Work instruction:
Every entry below is to be copied exactly as written.
++++ The data ++++
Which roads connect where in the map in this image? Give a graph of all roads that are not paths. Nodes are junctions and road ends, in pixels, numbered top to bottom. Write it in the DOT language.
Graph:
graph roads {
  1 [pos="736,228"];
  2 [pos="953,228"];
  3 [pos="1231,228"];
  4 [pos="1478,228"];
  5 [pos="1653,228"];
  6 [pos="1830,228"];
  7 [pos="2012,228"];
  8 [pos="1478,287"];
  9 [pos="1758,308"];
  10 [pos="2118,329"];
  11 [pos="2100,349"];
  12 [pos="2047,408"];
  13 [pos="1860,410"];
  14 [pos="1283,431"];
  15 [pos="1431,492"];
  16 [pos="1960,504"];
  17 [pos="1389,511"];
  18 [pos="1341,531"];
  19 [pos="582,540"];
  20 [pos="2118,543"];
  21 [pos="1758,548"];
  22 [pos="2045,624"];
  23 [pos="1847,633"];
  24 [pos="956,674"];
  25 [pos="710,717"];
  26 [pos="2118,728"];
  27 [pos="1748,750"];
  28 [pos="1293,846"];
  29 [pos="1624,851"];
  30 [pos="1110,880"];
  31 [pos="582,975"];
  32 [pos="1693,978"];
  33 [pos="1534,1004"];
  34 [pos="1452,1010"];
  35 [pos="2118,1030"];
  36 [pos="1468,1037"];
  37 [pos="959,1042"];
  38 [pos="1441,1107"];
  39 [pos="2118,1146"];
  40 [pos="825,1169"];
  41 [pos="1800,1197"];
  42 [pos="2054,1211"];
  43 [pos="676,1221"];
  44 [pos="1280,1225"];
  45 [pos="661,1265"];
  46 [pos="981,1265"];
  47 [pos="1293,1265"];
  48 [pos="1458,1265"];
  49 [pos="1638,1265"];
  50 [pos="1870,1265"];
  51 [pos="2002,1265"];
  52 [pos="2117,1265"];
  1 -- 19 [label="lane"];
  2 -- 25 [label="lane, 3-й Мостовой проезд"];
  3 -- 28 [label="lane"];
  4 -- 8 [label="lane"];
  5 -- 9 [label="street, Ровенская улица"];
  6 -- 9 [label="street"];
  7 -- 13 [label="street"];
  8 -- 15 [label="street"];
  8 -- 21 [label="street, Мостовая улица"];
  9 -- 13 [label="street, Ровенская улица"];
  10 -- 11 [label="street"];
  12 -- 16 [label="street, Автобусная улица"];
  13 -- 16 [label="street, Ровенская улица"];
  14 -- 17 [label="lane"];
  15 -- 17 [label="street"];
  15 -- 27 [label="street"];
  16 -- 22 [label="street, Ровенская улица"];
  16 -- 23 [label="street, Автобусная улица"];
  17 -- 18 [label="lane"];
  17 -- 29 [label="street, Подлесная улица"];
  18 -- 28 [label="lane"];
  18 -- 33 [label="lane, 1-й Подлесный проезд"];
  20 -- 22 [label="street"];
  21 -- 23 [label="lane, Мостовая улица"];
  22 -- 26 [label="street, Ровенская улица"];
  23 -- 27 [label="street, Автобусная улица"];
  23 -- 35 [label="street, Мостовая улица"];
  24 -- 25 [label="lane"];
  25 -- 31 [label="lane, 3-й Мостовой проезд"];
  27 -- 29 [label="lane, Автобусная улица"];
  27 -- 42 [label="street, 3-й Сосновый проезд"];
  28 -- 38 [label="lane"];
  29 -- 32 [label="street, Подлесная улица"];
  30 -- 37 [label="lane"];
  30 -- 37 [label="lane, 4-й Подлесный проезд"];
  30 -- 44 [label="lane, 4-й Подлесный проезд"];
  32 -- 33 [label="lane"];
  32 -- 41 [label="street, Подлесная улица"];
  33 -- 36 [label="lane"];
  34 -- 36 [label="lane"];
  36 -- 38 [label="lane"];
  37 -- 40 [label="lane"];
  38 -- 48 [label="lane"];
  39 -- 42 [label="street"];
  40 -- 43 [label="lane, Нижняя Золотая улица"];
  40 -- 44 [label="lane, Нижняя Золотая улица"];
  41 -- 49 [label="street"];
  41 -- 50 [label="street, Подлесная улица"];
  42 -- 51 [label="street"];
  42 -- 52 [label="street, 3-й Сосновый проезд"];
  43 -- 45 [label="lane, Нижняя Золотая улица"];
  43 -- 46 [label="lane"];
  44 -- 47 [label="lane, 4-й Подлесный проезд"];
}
++++
Exercise response:
Which roads connect where in the map in this image? Give a graph of all roads that are not paths. Nodes are junctions and road ends, in pixels, numbered top to bottom. Write it in the DOT language.
Graph:
graph roads {
  1 [pos="736,228"];
  2 [pos="953,228"];
  3 [pos="1231,228"];
  4 [pos="1478,228"];
  5 [pos="1653,228"];
  6 [pos="1830,228"];
  7 [pos="2012,228"];
  8 [pos="1478,287"];
  9 [pos="1758,308"];
  10 [pos="2118,329"];
  11 [pos="2100,349"];
  12 [pos="2047,408"];
  13 [pos="1860,410"];
  14 [pos="1283,431"];
  15 [pos="1431,492"];
  16 [pos="1960,504"];
  17 [pos="1389,511"];
  18 [pos="1341,531"];
  19 [pos="582,540"];
  20 [pos="2118,543"];
  21 [pos="1758,548"];
  22 [pos="2045,624"];
  23 [pos="1847,633"];
  24 [pos="956,674"];
  25 [pos="710,717"];
  26 [pos="2118,728"];
  27 [pos="1748,750"];
  28 [pos="1293,846"];
  29 [pos="1624,851"];
  30 [pos="1110,880"];
  31 [pos="582,975"];
  32 [pos="1693,978"];
  33 [pos="1534,1004"];
  34 [pos="1452,1010"];
  35 [pos="2118,1030"];
  36 [pos="1468,1037"];
  37 [pos="959,1042"];
  38 [pos="1441,1107"];
  39 [pos="2118,1146"];
  40 [pos="825,1169"];
  41 [pos="1800,1197"];
  42 [pos="2054,1211"];
  43 [pos="676,1221"];
  44 [pos="1280,1225"];
  45 [pos="661,1265"];
  46 [pos="981,1265"];
  47 [pos="1293,1265"];
  48 [pos="1458,1265"];
  49 [pos="1638,1265"];
  50 [pos="1870,1265"];
  51 [pos="2002,1265"];
  52 [pos="2117,1265"];
  1 -- 19 [label="lane"];
  2 -- 25 [label="lane, 3-й Мостовой проезд"];
  3 -- 28 [label="lane"];
  4 -- 8 [label="lane"];
  5 -- 9 [label="street, Ровенская улица"];
  6 -- 9 [label="street"];
  7 -- 13 [label="street"];
  8 -- 15 [label="street"];
  8 -- 21 [label="street, Мостовая улица"];
  9 -- 13 [label="street, Ровенская улица"];
  10 -- 11 [label="street"];
  12 -- 16 [label="street, Автобусная улица"];
  13 -- 16 [label="street, Ровенская улица"];
  14 -- 17 [label="lane"];
  15 -- 17 [label="street"];
  15 -- 27 [label="street"];
  16 -- 22 [label="street, Ровенская улица"];
  16 -- 23 [label="street, Автобусная улица"];
  17 -- 18 [label="lane"];
  17 -- 29 [label="street, Подлесная улица"];
  18 -- 28 [label="lane"];
  18 -- 33 [label="lane, 1-й Подлесный проезд"];
  20 -- 22 [label="street"];
  21 -- 23 [label="lane, Мостовая улица"];
  22 -- 26 [label="street, Ровенская улица"];
  23 -- 27 [label="street, Автобусная улица"];
  23 -- 35 [label="street, Мостовая улица"];
  24 -- 25 [label="lane"];
  25 -- 31 [label="lane, 3-й Мостовой проезд"];
  27 -- 29 [label="lane, Автобусная улица"];
  27 -- 42 [label="street, 3-й Сосновый проезд"];
  28 -- 38 [label="lane"];
  29 -- 32 [label="street, Подлесная улица"];
  30 -- 37 [label="lane"];
  30 -- 37 [label="lane, 4-й Подлесный проезд"];
  30 -- 44 [label="lane, 4-й Подлесный проезд"];
  32 -- 33 [label="lane"];
  32 -- 41 [label="street, Подлесная улица"];
  33 -- 36 [label="lane"];
  34 -- 36 [label="lane"];
  36 -- 38 [label="lane"];
  37 -- 40 [label="lane"];
  38 -- 48 [label="lane"];
  39 -- 42 [label="street"];
  40 -- 43 [label="lane, Нижняя Золотая улица"];
  40 -- 44 [label="lane, Нижняя Золотая улица"];
  41 -- 49 [label="street"];
  41 -- 50 [label="street, Подлесная улица"];
  42 -- 51 [label="street"];
  42 -- 52 [label="street, 3-й Сосновый проезд"];
  43 -- 45 [label="lane, Нижняя Золотая улица"];
  43 -- 46 [label="lane"];
  44 -- 47 [label="lane, 4-й Подлесный проезд"];
}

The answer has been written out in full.